◆ EXERCISE DIRECTIONS ◆
Copy every line of the records that includes the word "Pellegrini".

◆ RECORDS SUPPLIED ◆

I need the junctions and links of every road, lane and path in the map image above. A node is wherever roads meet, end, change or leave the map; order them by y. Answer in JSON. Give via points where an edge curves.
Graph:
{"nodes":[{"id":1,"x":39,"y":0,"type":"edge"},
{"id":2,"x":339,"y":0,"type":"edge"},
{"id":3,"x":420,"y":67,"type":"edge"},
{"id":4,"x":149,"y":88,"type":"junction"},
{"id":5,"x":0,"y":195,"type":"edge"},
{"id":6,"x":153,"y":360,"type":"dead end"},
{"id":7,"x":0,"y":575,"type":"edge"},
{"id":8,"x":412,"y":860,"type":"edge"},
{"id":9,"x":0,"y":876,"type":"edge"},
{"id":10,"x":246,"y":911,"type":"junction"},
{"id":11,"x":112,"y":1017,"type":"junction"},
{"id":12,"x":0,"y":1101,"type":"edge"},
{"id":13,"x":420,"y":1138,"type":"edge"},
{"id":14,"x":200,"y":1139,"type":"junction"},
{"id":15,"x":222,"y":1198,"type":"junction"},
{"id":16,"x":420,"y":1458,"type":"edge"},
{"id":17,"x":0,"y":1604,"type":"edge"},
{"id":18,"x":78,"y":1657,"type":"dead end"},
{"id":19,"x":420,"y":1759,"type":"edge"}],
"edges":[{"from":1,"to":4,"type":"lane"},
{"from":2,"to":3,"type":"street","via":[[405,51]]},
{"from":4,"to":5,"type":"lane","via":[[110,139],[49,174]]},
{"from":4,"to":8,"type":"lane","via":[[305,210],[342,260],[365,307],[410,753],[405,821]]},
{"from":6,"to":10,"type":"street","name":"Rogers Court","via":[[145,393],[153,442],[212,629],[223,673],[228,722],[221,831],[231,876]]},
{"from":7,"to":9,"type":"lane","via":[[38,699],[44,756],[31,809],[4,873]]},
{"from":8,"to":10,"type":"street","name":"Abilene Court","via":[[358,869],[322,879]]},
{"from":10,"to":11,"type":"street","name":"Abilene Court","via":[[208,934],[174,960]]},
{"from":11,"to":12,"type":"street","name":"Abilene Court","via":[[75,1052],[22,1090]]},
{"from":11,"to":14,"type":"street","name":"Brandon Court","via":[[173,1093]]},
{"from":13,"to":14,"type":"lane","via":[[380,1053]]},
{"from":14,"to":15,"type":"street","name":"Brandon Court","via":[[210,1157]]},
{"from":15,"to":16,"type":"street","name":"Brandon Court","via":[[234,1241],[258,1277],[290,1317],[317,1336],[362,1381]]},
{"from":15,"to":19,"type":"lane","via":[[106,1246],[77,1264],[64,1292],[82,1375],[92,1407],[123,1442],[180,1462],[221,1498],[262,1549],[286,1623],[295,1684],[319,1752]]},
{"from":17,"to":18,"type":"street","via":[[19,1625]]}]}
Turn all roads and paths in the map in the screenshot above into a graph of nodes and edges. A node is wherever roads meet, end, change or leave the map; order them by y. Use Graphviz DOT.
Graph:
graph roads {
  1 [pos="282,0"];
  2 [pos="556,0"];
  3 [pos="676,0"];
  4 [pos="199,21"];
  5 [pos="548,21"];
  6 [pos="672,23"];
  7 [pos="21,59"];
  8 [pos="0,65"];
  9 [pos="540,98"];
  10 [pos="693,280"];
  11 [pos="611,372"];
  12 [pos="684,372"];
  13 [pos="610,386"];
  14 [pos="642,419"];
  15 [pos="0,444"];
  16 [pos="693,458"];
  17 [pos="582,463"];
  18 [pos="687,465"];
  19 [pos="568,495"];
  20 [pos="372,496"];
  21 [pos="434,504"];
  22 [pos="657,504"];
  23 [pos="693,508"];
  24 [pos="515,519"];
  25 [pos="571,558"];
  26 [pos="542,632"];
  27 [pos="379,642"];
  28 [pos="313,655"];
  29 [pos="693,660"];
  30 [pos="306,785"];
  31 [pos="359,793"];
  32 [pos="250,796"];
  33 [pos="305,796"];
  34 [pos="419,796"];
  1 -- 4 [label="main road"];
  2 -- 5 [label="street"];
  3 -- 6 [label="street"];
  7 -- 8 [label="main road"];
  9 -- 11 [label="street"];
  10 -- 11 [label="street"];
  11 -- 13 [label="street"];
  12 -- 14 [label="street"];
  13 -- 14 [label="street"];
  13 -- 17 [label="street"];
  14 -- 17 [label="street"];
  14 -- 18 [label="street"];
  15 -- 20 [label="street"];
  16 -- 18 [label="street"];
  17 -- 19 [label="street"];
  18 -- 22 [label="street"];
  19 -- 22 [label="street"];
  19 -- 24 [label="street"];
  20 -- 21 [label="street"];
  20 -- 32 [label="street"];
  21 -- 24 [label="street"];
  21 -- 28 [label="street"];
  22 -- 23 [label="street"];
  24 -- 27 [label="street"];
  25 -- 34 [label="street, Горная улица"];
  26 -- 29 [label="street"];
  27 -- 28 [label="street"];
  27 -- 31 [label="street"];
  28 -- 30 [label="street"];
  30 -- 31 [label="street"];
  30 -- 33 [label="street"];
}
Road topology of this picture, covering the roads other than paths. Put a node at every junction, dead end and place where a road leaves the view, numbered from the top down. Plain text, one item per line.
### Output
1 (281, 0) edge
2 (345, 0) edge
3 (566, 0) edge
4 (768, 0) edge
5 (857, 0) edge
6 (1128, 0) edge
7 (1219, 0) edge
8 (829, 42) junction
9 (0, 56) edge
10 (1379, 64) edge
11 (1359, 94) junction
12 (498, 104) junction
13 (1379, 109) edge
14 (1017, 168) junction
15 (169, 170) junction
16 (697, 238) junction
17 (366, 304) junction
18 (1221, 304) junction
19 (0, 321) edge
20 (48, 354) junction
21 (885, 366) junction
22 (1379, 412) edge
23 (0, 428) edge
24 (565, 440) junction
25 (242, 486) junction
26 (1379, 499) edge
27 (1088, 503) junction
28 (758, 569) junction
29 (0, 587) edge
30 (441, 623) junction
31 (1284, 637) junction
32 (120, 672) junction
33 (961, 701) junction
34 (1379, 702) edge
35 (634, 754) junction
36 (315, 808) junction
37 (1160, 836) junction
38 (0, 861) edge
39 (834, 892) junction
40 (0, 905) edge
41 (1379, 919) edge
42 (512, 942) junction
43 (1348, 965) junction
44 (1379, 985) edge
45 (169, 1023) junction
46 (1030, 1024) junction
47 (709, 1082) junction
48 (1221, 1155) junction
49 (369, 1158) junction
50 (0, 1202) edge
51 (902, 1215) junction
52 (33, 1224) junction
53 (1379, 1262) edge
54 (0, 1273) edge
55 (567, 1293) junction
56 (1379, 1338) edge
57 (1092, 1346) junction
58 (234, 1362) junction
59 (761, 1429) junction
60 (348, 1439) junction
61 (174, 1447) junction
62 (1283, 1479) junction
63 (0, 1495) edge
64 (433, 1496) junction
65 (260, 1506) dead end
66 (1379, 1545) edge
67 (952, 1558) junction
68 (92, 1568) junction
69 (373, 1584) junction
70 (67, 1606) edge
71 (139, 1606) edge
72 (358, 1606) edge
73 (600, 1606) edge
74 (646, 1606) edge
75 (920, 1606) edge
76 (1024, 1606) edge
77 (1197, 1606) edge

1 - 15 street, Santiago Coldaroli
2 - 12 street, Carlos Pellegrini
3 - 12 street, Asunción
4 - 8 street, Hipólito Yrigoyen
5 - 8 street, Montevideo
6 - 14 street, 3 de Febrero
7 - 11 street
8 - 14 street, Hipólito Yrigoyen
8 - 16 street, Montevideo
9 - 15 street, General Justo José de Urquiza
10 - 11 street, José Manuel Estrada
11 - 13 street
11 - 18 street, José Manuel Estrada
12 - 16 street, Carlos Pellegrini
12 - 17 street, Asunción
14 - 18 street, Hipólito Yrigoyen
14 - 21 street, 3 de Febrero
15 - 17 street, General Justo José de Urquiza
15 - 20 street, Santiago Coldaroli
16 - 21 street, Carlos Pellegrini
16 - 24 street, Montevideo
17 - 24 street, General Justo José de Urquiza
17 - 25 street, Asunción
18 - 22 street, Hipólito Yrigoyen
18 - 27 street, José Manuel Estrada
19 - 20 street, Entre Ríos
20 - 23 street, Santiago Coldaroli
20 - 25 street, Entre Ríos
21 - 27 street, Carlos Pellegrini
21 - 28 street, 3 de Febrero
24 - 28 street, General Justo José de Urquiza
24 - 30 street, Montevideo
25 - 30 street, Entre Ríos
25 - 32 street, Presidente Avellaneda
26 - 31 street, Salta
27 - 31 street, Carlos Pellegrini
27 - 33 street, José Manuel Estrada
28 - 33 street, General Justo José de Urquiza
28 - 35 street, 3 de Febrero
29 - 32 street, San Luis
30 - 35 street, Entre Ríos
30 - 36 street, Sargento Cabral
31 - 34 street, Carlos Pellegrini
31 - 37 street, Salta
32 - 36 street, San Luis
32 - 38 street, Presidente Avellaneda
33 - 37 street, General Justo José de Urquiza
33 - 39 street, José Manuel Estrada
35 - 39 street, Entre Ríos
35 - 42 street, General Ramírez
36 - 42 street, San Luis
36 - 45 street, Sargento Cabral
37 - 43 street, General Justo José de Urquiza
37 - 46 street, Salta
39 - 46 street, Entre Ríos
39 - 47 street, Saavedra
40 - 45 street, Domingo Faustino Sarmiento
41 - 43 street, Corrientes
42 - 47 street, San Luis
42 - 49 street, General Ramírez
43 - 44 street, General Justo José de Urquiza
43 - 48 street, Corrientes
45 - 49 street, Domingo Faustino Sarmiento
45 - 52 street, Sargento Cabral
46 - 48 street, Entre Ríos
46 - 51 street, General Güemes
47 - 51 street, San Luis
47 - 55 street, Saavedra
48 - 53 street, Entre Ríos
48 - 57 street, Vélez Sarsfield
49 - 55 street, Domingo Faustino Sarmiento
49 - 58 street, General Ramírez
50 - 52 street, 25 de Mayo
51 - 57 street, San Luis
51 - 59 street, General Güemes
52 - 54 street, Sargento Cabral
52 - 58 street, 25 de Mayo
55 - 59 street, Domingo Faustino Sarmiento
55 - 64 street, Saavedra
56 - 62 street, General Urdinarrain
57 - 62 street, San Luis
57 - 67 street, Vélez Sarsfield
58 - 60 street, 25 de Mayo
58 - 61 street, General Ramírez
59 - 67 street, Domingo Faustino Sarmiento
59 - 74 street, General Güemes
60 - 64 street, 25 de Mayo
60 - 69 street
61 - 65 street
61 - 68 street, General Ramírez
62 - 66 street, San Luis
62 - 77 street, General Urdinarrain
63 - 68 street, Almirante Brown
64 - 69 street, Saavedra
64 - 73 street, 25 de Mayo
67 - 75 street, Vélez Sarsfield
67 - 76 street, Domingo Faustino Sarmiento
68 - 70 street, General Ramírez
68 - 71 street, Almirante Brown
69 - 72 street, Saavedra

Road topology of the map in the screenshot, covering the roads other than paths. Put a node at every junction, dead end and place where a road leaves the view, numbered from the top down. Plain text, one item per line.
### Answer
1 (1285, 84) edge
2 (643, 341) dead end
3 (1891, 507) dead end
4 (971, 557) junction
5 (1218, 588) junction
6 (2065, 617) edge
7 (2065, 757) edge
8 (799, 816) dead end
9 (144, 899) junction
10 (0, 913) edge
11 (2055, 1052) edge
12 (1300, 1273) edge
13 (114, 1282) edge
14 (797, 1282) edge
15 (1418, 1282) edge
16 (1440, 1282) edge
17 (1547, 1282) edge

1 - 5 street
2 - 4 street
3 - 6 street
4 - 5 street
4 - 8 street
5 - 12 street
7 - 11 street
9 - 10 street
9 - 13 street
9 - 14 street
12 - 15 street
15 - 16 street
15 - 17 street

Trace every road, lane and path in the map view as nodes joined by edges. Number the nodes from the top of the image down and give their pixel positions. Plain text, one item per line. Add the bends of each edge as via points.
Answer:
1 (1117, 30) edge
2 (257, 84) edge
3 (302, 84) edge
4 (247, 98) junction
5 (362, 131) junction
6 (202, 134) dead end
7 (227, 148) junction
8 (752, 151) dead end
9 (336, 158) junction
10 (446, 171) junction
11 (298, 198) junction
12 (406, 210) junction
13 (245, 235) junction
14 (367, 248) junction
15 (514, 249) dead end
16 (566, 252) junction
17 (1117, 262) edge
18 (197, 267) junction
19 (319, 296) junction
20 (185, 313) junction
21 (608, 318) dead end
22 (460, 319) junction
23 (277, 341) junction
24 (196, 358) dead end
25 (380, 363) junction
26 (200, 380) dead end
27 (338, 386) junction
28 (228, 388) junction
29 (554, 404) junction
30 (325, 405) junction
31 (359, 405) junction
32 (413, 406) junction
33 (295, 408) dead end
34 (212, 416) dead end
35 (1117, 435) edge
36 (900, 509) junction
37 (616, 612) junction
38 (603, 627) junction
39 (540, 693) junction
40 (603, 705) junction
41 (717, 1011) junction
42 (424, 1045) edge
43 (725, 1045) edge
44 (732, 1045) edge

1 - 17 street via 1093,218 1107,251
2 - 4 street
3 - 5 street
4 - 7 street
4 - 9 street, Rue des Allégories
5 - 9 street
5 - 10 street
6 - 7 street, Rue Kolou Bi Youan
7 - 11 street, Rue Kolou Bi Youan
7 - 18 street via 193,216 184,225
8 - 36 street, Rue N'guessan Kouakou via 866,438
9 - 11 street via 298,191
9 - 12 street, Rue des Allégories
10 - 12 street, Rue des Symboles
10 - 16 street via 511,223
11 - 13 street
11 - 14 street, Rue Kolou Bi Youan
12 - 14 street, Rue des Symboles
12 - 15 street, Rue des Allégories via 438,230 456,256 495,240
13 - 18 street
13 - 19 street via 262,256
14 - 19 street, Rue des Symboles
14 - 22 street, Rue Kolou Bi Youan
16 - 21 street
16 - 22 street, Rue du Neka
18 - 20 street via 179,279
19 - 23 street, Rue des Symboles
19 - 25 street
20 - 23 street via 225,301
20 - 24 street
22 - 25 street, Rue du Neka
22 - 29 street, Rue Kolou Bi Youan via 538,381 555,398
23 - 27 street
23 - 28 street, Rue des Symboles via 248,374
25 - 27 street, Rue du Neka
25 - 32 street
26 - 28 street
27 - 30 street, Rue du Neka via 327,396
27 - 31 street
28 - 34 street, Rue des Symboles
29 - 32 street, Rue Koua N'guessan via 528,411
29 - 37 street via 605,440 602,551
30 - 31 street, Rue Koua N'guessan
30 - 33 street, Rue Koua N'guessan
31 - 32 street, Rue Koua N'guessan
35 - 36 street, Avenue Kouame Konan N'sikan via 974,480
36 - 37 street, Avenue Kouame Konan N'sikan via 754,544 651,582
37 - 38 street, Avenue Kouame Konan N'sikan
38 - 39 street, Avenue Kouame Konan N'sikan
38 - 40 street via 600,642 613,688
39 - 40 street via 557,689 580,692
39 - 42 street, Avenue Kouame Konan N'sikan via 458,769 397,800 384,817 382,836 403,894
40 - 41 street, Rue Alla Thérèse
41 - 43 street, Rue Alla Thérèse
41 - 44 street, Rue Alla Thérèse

◆ RESPONSE TO THIS TASK ◆
2 - 12 street, Carlos Pellegrini
12 - 16 street, Carlos Pellegrini
16 - 21 street, Carlos Pellegrini
21 - 27 street, Carlos Pellegrini
27 - 31 street, Carlos Pellegrini
31 - 34 street, Carlos Pellegrini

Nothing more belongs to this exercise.